Indeed, in philosophical terms semiotics is a method from which it is possible to retrospectively infer the relational nature of “money” at the ontological level. According to Charles Sanders Peirce (Peirce, 1867 – 1893), logic is the most reliable method to employ for building a theory of knowledge  and a very informal definition of logic is the study of particular relations amongst symbols represented by signs. In this view, semiotics is the general and continuous interpretative study of signs, which grounds the formulation of every conceivable theory of knowledge and, hence, of every scientific theory, i.e. monetary economics. In this framework, a sign, an object and an interpreter are strictly tight in a dynamic and triadic relation.

The scientific roots of such semiotic process in terms of the emergence of money as debt, viz. the process of interpretation of economic signs in monetary terms dates back to the period 2500 BC – 2000 BC in Mesopotamia, the age in which script and monetary instances as written registrations had emerged for the first time documented by historiography. The consolidation of the city-state gave consistency to Temple Economy or Economy of the Palace together with the first episodes of debt crises. The clay board functions as ‘memorial support’: the exchange – or in other words – the transaction, leaves a mark that lasts in time as a reminder.
What are the consequences of this translation from orality to script in relation to the development of money as we conceive it still today? The original transaction was a living operation carried out in the concrete time of action by means of utterances. However, ministers ministries needed an efficient registration technology other than mere speech for managing increasingly complex accountability. There were at least two main problems: first, the necessity to register transactions and to fix the memory of the registration through time. Secondly, the necessity to translate goods and stocks under a common denominator, viz. the need to reduce their heterogeneity into a comparable homogeneity. In other words, there was not only the necessity to translate goods into quantity of value, but also to find the best technical solution in order to define a dependent variable, namely the quantity of debt. As a result, money as debt arose de facto through the thoughtful semiotic process enabling written registrations in order to solve such practical problems while initiating – as each technology does through its interaction with the user – a still emerging history.

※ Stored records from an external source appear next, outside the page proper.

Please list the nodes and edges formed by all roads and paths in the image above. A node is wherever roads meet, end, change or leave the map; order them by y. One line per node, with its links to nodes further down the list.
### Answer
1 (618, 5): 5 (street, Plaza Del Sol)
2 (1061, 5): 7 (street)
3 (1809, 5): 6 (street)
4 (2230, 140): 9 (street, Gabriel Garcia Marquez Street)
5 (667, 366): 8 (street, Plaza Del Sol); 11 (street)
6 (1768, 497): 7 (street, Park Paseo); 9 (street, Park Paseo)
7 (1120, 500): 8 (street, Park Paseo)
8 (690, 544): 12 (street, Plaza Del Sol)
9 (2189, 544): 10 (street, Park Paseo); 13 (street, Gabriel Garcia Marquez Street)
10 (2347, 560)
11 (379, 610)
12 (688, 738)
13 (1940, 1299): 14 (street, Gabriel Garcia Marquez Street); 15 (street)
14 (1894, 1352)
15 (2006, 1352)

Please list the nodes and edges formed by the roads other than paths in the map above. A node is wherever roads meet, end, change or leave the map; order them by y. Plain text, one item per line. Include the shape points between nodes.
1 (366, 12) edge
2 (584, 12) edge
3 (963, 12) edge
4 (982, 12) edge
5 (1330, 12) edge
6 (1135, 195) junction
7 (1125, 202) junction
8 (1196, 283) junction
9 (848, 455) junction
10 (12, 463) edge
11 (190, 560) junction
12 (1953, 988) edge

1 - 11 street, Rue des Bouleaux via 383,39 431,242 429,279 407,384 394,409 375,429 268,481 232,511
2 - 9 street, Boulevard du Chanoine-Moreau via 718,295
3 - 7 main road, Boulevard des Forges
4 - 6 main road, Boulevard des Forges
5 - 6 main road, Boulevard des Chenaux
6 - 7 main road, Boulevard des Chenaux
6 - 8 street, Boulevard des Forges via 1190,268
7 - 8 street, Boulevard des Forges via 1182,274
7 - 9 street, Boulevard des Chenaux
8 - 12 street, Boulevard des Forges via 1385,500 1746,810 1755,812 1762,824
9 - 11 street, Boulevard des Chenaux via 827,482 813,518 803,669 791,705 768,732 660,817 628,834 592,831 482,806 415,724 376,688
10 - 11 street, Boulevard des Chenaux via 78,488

The economy based on script is much more flexible and ductile in registering every detail and leaves fewer interpretative doubts when employed to establish quantities of debt and times of restitution. This is indeed script’s raison d’être. Moreover, if no debt were exactly and rigidly registered, how would it be possible to sustain the new complex economy? How could the new debt economy protect itself against laziness, negligence, frauds, which are all factor suitable for triggering decadence and misery at least in the long run? The technology of script supplies the means for the rising of monetary economy: the “phonetization” of cuneiform script enables to register new details in the loan contract by establishing additional conditions to those ruling traditional generic debt.

Now, the use of written contracts took the place of loans and similar agreements usually made by “taking word” for them, because the new form of transaction is more rewarding for the richest of the two contracting parties, esp. because the former imposes it to the latter. Strictly speaking, the quantity of information storable in the contract took the place of the quality that the interpersonal relations used to occupy at the core of economic activity. In this way, personal knowledge of the contracting parties and mutual self-esteem and trust became less and less important elements necessary for a desirable outcome of the transactions as it is common still today.

Thus, the semiotic process that gave rise to the institutionalized habit of money as debt for the first documented time lasted substantially stable until today.

In conclusion, Marieke De Goede proposed a genealogy of finance, in which the latter is thought of as a “discursive domain made possible performative practices” (De Goede, 2005). Such discursive domain mirrors in the financial world the philosophical tenets that I described by endorsing  semiotics and historiography. In my opinion, the same performative discursive practices developed by means of semiotics in written form brought about the inception and materialization of money as debt.